After six years of plotting the course for the state ferry system, David Moseley is handing over the helm.

Moseley announced his resignation March 18. His final day on the job is April 15.

In a statement about his pending departure, Moseley, who inherited an agency awash in financial struggles and facing uncertainty of how to maintain or replace a fleet of aging boats, said that the state ferry system is positioned better than it was when his tenure began in 2008.

"I'm pleased with the progress we've made," he said. "But it is now time for the next person to build on our successes, correct our mistakes and continue to move the system forward."

(To read Moseley's statement in its entirety, click here).

A former city manager in Federal Way, Ellensburg and Steilacoom, and former head of community development in Seattle, Moseley was 60 years old at the time he was selected for the job from a field of 64 applicants. He replaced Mike Anderson, a longtime ferry system administrator, who stepped down after three years as chief of Washington State Ferries.
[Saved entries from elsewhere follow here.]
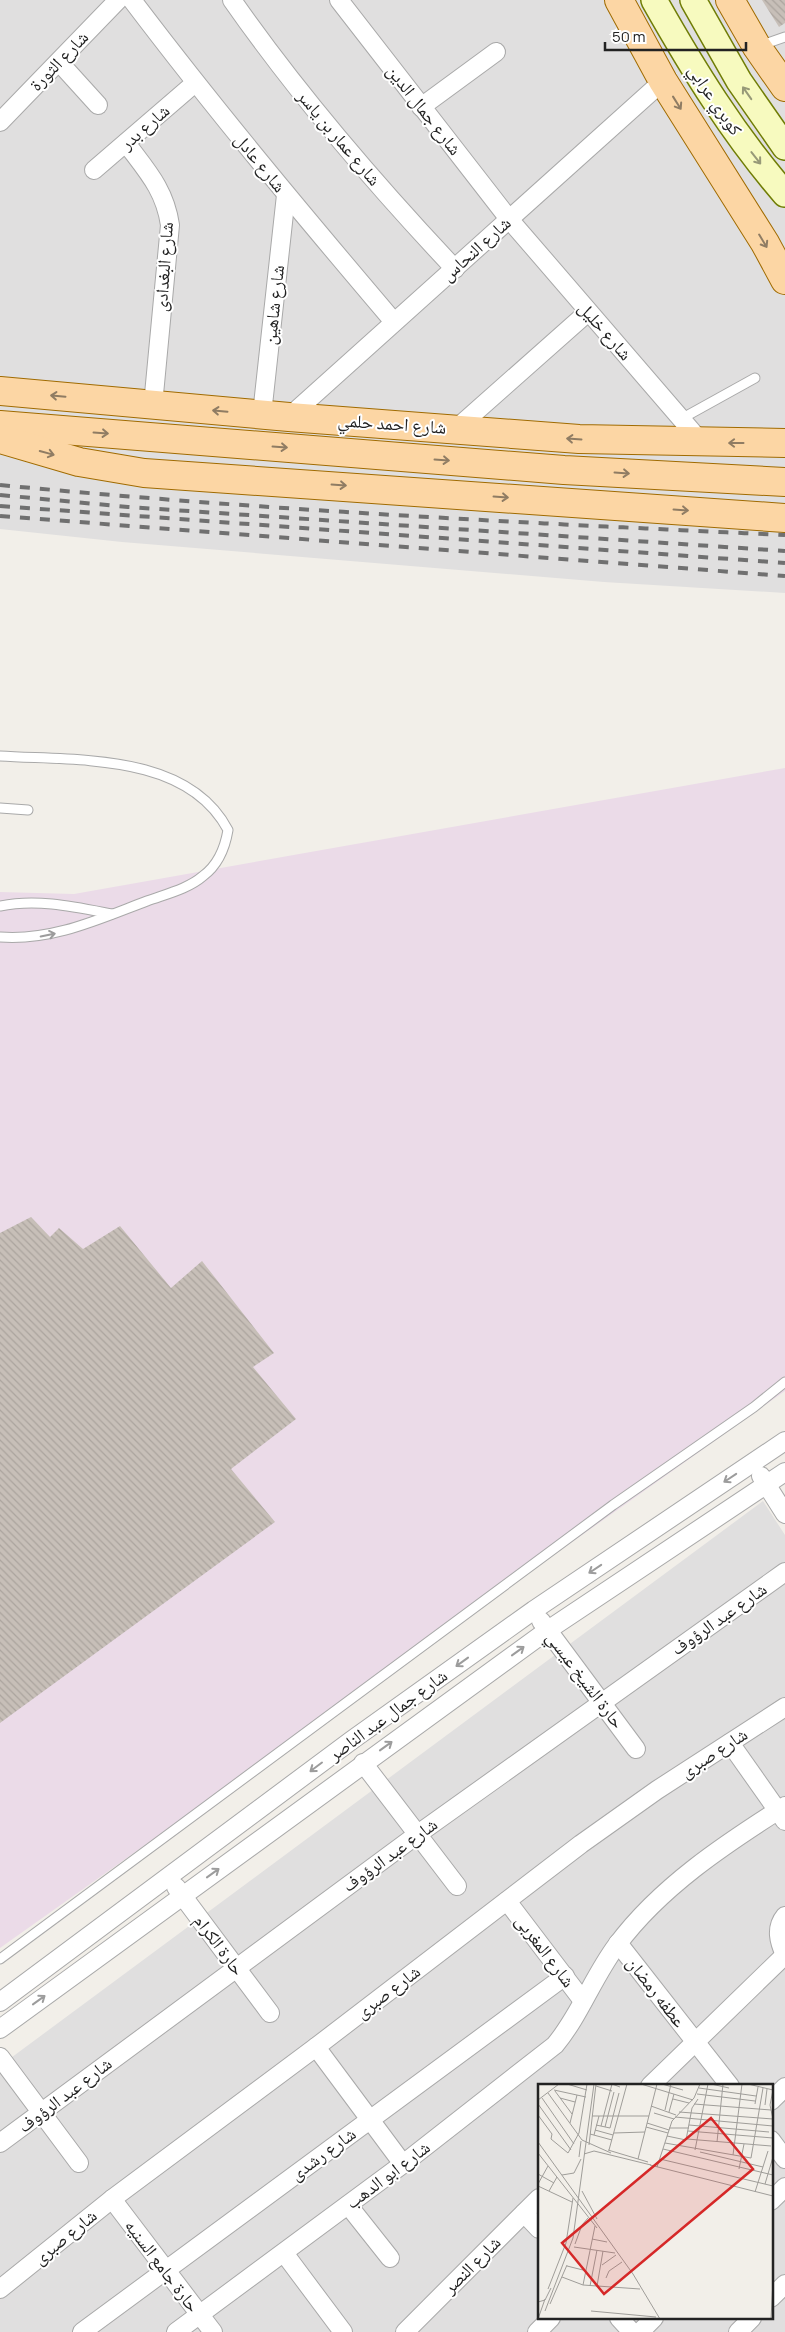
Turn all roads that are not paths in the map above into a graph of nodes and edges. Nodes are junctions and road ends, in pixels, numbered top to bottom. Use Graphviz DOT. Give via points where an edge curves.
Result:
graph roads {
  1 [pos="118,0"];
  2 [pos="132,0"];
  3 [pos="232,0"];
  4 [pos="340,0"];
  5 [pos="619,0"];
  6 [pos="654,0"];
  7 [pos="693,0"];
  8 [pos="730,0"];
  9 [pos="785,37"];
  10 [pos="756,47"];
  11 [pos="496,52"];
  12 [pos="58,62"];
  13 [pos="663,81"];
  14 [pos="195,83"];
  15 [pos="785,87"];
  16 [pos="98,105"];
  17 [pos="421,106"];
  18 [pos="0,122"];
  19 [pos="126,143"];
  20 [pos="785,147"];
  21 [pos="94,170"];
  22 [pos="785,194"];
  23 [pos="286,195"];
  24 [pos="509,219"];
  25 [pos="455,269"];
  26 [pos="785,280"];
  27 [pos="588,312"];
  28 [pos="394,322"];
  29 [pos="755,378"];
  30 [pos="0,391"];
  31 [pos="153,404"];
  32 [pos="262,414"];
  33 [pos="289,417"];
  34 [pos="681,419"];
  35 [pos="0,426"];
  36 [pos="456,428"];
  37 [pos="0,439"];
  38 [pos="702,443"];
  39 [pos="785,443"];
  40 [pos="785,482"];
  41 [pos="785,518"];
  42 [pos="0,756"];
  43 [pos="0,808"];
  44 [pos="28,810"];
  45 [pos="0,906"];
  46 [pos="112,914"];
  47 [pos="0,937"];
  48 [pos="785,1382"];
  49 [pos="785,1441"];
  50 [pos="753,1463"];
  51 [pos="785,1472"];
  52 [pos="766,1484"];
  53 [pos="785,1514"];
  54 [pos="785,1572"];
  55 [pos="534,1610"];
  56 [pos="548,1630"];
  57 [pos="602,1703"];
  58 [pos="785,1707"];
  59 [pos="730,1742"];
  60 [pos="636,1749"];
  61 [pos="363,1763"];
  62 [pos="783,1812"];
  63 [pos="418,1834"];
  64 [pos="168,1877"];
  65 [pos="457,1886"];
  66 [pos="182,1895"];
  67 [pos="507,1901"];
  68 [pos="784,1917"];
  69 [pos="618,1943"];
  70 [pos="785,1955"];
  71 [pos="0,1958"];
  72 [pos="237,1968"];
  73 [pos="565,1976"];
  74 [pos="583,2001"];
  75 [pos="0,2002"];
  76 [pos="270,2013"];
  77 [pos="0,2029"];
  78 [pos="694,2041"];
  79 [pos="316,2047"];
  80 [pos="0,2057"];
  81 [pos="652,2084"];
  82 [pos="728,2084"];
  83 [pos="785,2087"];
  84 [pos="772,2100"];
  85 [pos="41,2112"];
  86 [pos="370,2120"];
  87 [pos="772,2141"];
  88 [pos="0,2143"];
  89 [pos="785,2159"];
  90 [pos="79,2163"];
  91 [pos="403,2164"];
  92 [pos="785,2187"];
  93 [pos="112,2199"];
  94 [pos="538,2199"];
  95 [pos="772,2200"];
  96 [pos="348,2205"];
  97 [pos="524,2213"];
  98 [pos="538,2228"];
  99 [pos="284,2253"];
  100 [pos="390,2258"];
  101 [pos="166,2270"];
  102 [pos="785,2284"];
  103 [pos="0,2289"];
  104 [pos="772,2297"];
  105 [pos="200,2315"];
  106 [pos="549,2320"];
  107 [pos="621,2320"];
  108 [pos="652,2320"];
  109 [pos="750,2320"];
  110 [pos="82,2332"];
  111 [pos="176,2332"];
  112 [pos="213,2332"];
  113 [pos="343,2332"];
  114 [pos="405,2332"];
  115 [pos="537,2332"];
  116 [pos="632,2332"];
  117 [pos="640,2332"];
  118 [pos="738,2332"];
  1 -- 12 [label="street, شارع الثورة"];
  2 -- 14 [label="street, شارع عادل"];
  3 -- 25 [label="street, شارع عمار بن ياسر" via="341,143"];
  4 -- 17 [label="street, شارع جمال الدين"];
  5 -- 13 [label="main road"];
  6 -- 22 [label="main road, كوبري عرابي, one-way" via="702,85"];
  20 -- 7 [label="main road, كوبري عرابي, one-way" via="739,81"];
  8 -- 10 [label="main road"];
  9 -- 10 [label="lane"];
  10 -- 15 [label="main road"];
  11 -- 17 [label="street"];
  12 -- 16 [label="street"];
  12 -- 18 [label="street, شارع الثورة"];
  13 -- 24 [label="street, شارع النحاس"];
  13 -- 26 [label="main road, one-way"];
  14 -- 19 [label="street, شارع بدر"];
  14 -- 23 [label="street, شارع عادل"];
  17 -- 24 [label="street, شارع جمال الدين"];
  19 -- 21 [label="street, شارع بدر"];
  19 -- 31 [label="street, شارع البغدادى" via="156,184 167,206 170,226"];
  23 -- 28 [label="street, شارع عادل"];
  23 -- 32 [label="street, شارع شاهين"];
  24 -- 25 [label="street, شارع النحاس"];
  24 -- 27 [label="street, شارع خليل"];
  25 -- 28 [label="street, شارع النحاس"];
  27 -- 34 [label="street, شارع خليل"];
  27 -- 36 [label="street"];
  28 -- 33 [label="street, شارع النحاس"];
  29 -- 34 [label="lane"];
  31 -- 30 [label="main road, شارع احمد حلمي, one-way"];
  32 -- 31 [label="main road, شارع احمد حلمي, one-way"];
  32 -- 33 [label="main road, شارع احمد حلمي"];
  33 -- 36 [label="main road, شارع احمد حلمي"];
  34 -- 38 [label="street, شارع خليل"];
  35 -- 40 [label="main road, شارع احمد حلمي, one-way" via="564,470"];
  38 -- 36 [label="main road, شارع احمد حلمي, one-way" via="579,439"];
  37 -- 41 [label="main road, one-way" via="79,462 144,473"];
  39 -- 38 [label="main road, شارع احمد حلمي, one-way"];
  42 -- 46 [label="lane" via="141,768 176,780 192,790 221,818 228,830 226,839 220,856 203,876 193,883"];
  43 -- 44 [label="lane"];
  45 -- 46 [label="lane" via="44,904"];
  47 -- 46 [label="lane, one-way" via="35,937 72,929"];
  48 -- 71 [label="lane" via="612,1505"];
  49 -- 50 [label="street, شارع جمال عبد الناصر"];
  50 -- 52 [label="street"];
  50 -- 55 [label="street, شارع جمال عبد الناصر, one-way"];
  51 -- 52 [label="street, شارع جمال عبد الناصر"];
  52 -- 53 [label="street"];
  52 -- 56 [label="street, شارع جمال عبد الناصر"];
  54 -- 57 [label="street, شارع عبد الرؤوف"];
  55 -- 56 [label="street, حارة الشيخ عيسي"];
  55 -- 64 [label="street, شارع جمال عبد الناصر, one-way"];
  56 -- 57 [label="street, حارة الشيخ عيسي"];
  61 -- 56 [label="street, شارع جمال عبد الناصر, one-way"];
  57 -- 60 [label="street, حارة الشيخ عيسي"];
  57 -- 63 [label="street, شارع عبد الرؤوف"];
  58 -- 59 [label="street, شارع صبرى"];
  59 -- 62 [label="street"];
  59 -- 67 [label="street, شارع صبرى" via="581,1844"];
  61 -- 63 [label="street"];
  66 -- 61 [label="street, شارع جمال عبد الناصر, one-way"];
  62 -- 69 [label="street, شارع ابو الدهب" via="683,1878"];
  63 -- 65 [label="street"];
  63 -- 72 [label="street, شارع عبد الرؤوف"];
  64 -- 66 [label="street, حارة الكرام"];
  64 -- 75 [label="street, شارع جمال عبد الناصر"];
  66 -- 72 [label="street, حارة الكرام"];
  77 -- 66 [label="street, شارع جمال عبد الناصر, one-way"];
  67 -- 73 [label="street, شارع المغربى"];
  67 -- 79 [label="street, شارع صبرى"];
  68 -- 70 [label="street" via="778,1932"];
  69 -- 74 [label="street, شارع ابو الدهب"];
  69 -- 78 [label="street, عطفه رمضان"];
  70 -- 78 [label="street"];
  72 -- 76 [label="street, حارة الكرام"];
  72 -- 85 [label="street, شارع عبد الرؤوف"];
  73 -- 74 [label="street, شارع المغربى"];
  73 -- 86 [label="street, شارع رشدى"];
  74 -- 91 [label="street, شارع ابو الدهب" via="555,2045"];
  78 -- 81 [label="street"];
  78 -- 82 [label="street, عطفه رمضان"];
  79 -- 86 [label="street"];
  79 -- 93 [label="street, شارع صبرى"];
  80 -- 85 [label="street"];
  83 -- 84 [label="street"];
  85 -- 88 [label="street, شارع عبد الرؤوف"];
  85 -- 90 [label="street"];
  86 -- 91 [label="street"];
  86 -- 101 [label="street, شارع رشدى"];
  87 -- 89 [label="street"];
  91 -- 96 [label="street, شارع ابو الدهب"];
  92 -- 95 [label="street"];
  93 -- 101 [label="street, حارة جامع السنيه"];
  93 -- 103 [label="street, شارع صبرى"];
  94 -- 97 [label="street, شارع النصر"];
  96 -- 99 [label="street, شارع ابو الدهب"];
  96 -- 100 [label="street"];
  97 -- 98 [label="street"];
  97 -- 114 [label="street, شارع النصر"];
  99 -- 105 [label="street, شارع ابو الدهب"];
  99 -- 113 [label="street"];
  101 -- 105 [label="street, حارة جامع السنيه"];
  101 -- 110 [label="street, شارع رشدى"];
  102 -- 104 [label="street"];
  105 -- 111 [label="street, شارع ابو الدهب"];
  105 -- 112 [label="street, حارة جامع السنيه"];
  106 -- 115 [label="street"];
  107 -- 116 [label="street"];
  108 -- 117 [label="street"];
  109 -- 118 [label="street"];
}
At the start of his tenure, Moseley set out four priorities that would be top concerns for Ferries: building new boats, better maintenance and preservation of the fleet to ensure reliability of service, improved communication with ferry dependent communities and customers, and securing a stable, sustainable source of funding for capital and operating expenses.
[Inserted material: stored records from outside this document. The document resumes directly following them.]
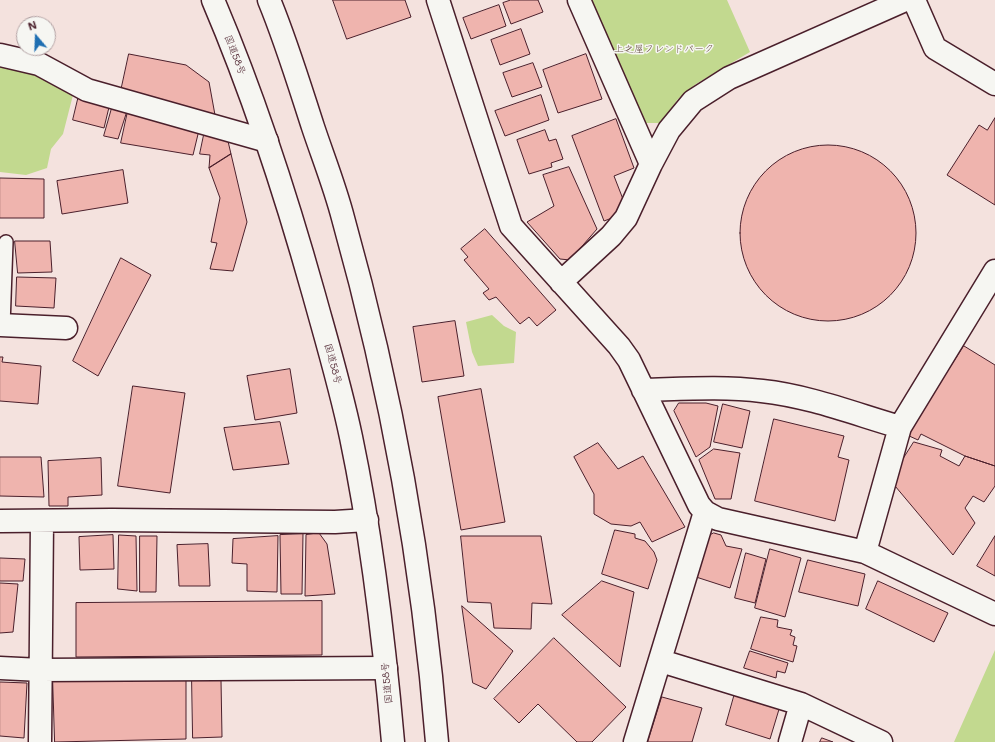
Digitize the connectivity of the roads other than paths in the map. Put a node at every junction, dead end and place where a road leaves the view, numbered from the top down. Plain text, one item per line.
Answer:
1 (213, 0) edge
2 (269, 0) edge
3 (438, 0) edge
4 (580, 0) edge
5 (905, 0) edge
6 (914, 0) edge
7 (0, 55) edge
8 (995, 84) edge
9 (267, 141) junction
10 (651, 164) junction
11 (6, 242) dead end
12 (995, 271) edge
13 (562, 282) junction
14 (2, 325) edge
15 (66, 328) dead end
16 (643, 390) junction
17 (900, 427) junction
18 (705, 512) junction
19 (367, 520) junction
20 (42, 521) junction
21 (4, 525) edge
22 (865, 552) junction
23 (995, 614) edge
24 (661, 661) junction
25 (0, 668) edge
26 (386, 668) junction
27 (41, 670) junction
28 (801, 704) junction
29 (40, 742) edge
30 (393, 742) edge
31 (437, 742) edge
32 (635, 742) edge
33 (790, 742) edge
34 (881, 742) edge

1 - 9 main road, 国道58号
2 - 31 main road
3 - 13 main road
4 - 10 main road
5 - 10 main road
6 - 8 main road
7 - 9 main road
9 - 19 main road, 国道58号
10 - 13 main road
11 - 14 lane
12 - 17 main road
13 - 16 main road
14 - 15 main road
16 - 17 main road
16 - 18 main road
17 - 22 main road
18 - 22 main road
18 - 24 main road
19 - 20 main road
19 - 26 main road, 国道58号
20 - 21 main road
20 - 27 main road
22 - 23 main road
24 - 28 main road
24 - 32 main road
25 - 27 main road
26 - 27 main road
26 - 30 main road, 国道58号
27 - 29 main road
28 - 33 main road
28 - 34 main road

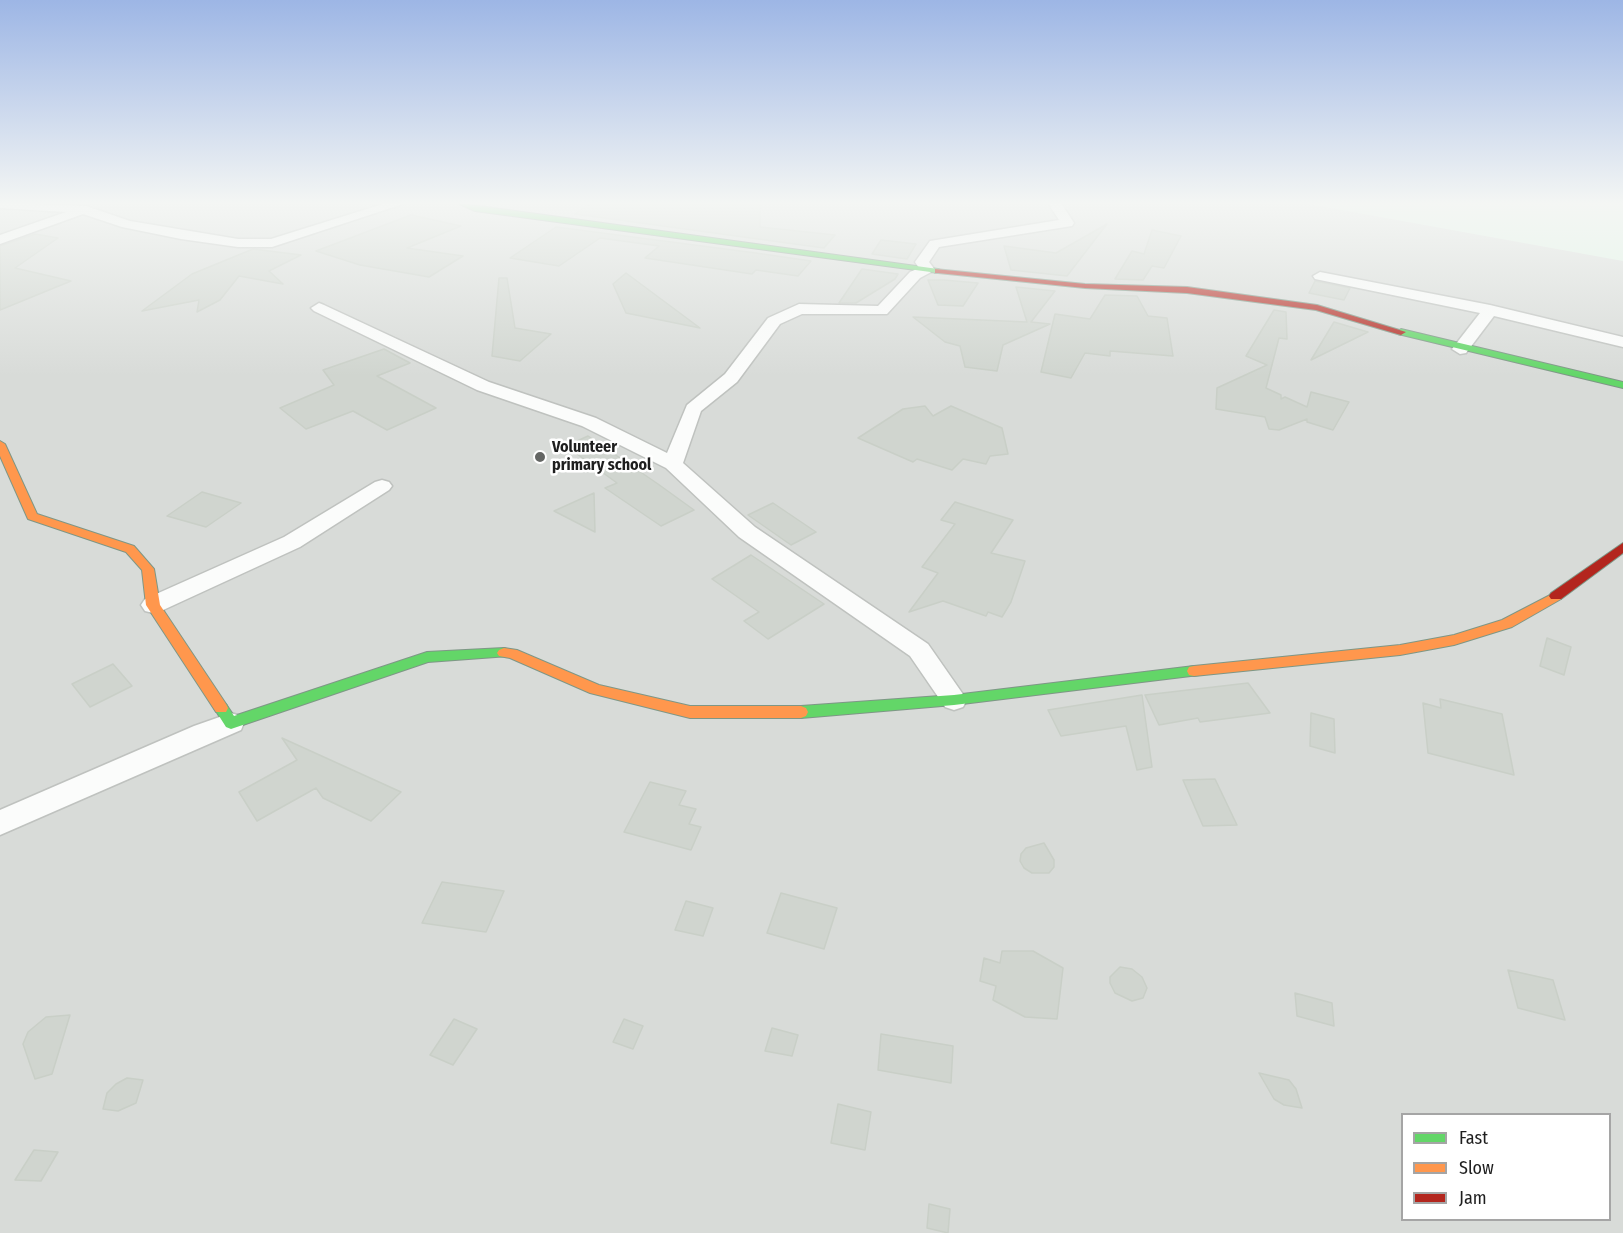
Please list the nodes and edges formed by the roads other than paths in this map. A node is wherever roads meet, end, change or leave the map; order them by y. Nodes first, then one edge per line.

"I believe we made real, tangible progress on all those priorities," he said.

Still, Moseley noted that sustainable funding for the ferry system overall remains elusive even though a dedicated source of funding for Ferries' construction program was just recently established by the Legislature. The state ferry system lost 22 percent of its annual revenue when voters approved Initiative 695, in 1999, which repealed the state's former motor vehicle excise tax, and its operating have soared sharply since that time as fuel prices have escalated.

"While we made real and significant progress in the 2014 session, financial sustainability has been and remains WSF biggest challenge," he said.

Lynn Peterson, secretary of Washington Department of Transportation, the parent agency of state Ferries, praised Moseley for helping to spur the construction of new boats, improving and broadening WSF's communication with the public, and implementing a reservation system.

"Under David’s watch, WSF has reached out to its customers with more than 450 meetings in ferry communities, provided weekly ferry activities emails, and implemented new online tools such as 'Fleet Watch' and 'Terminal Conditions' to help customers better plan their travel," Peterson said in a press release. "With a successful implementation of a vehicle reservation system on three routes, WSF will expand the reservation system to the San Juan Island routes.

Moseley said that he's unsure of what he will do next, and that he expects to explore potential opportunities over the next several months. The Department of Transportation will begin a nationwide search to find someone to fill Moseley's position, Peterson said.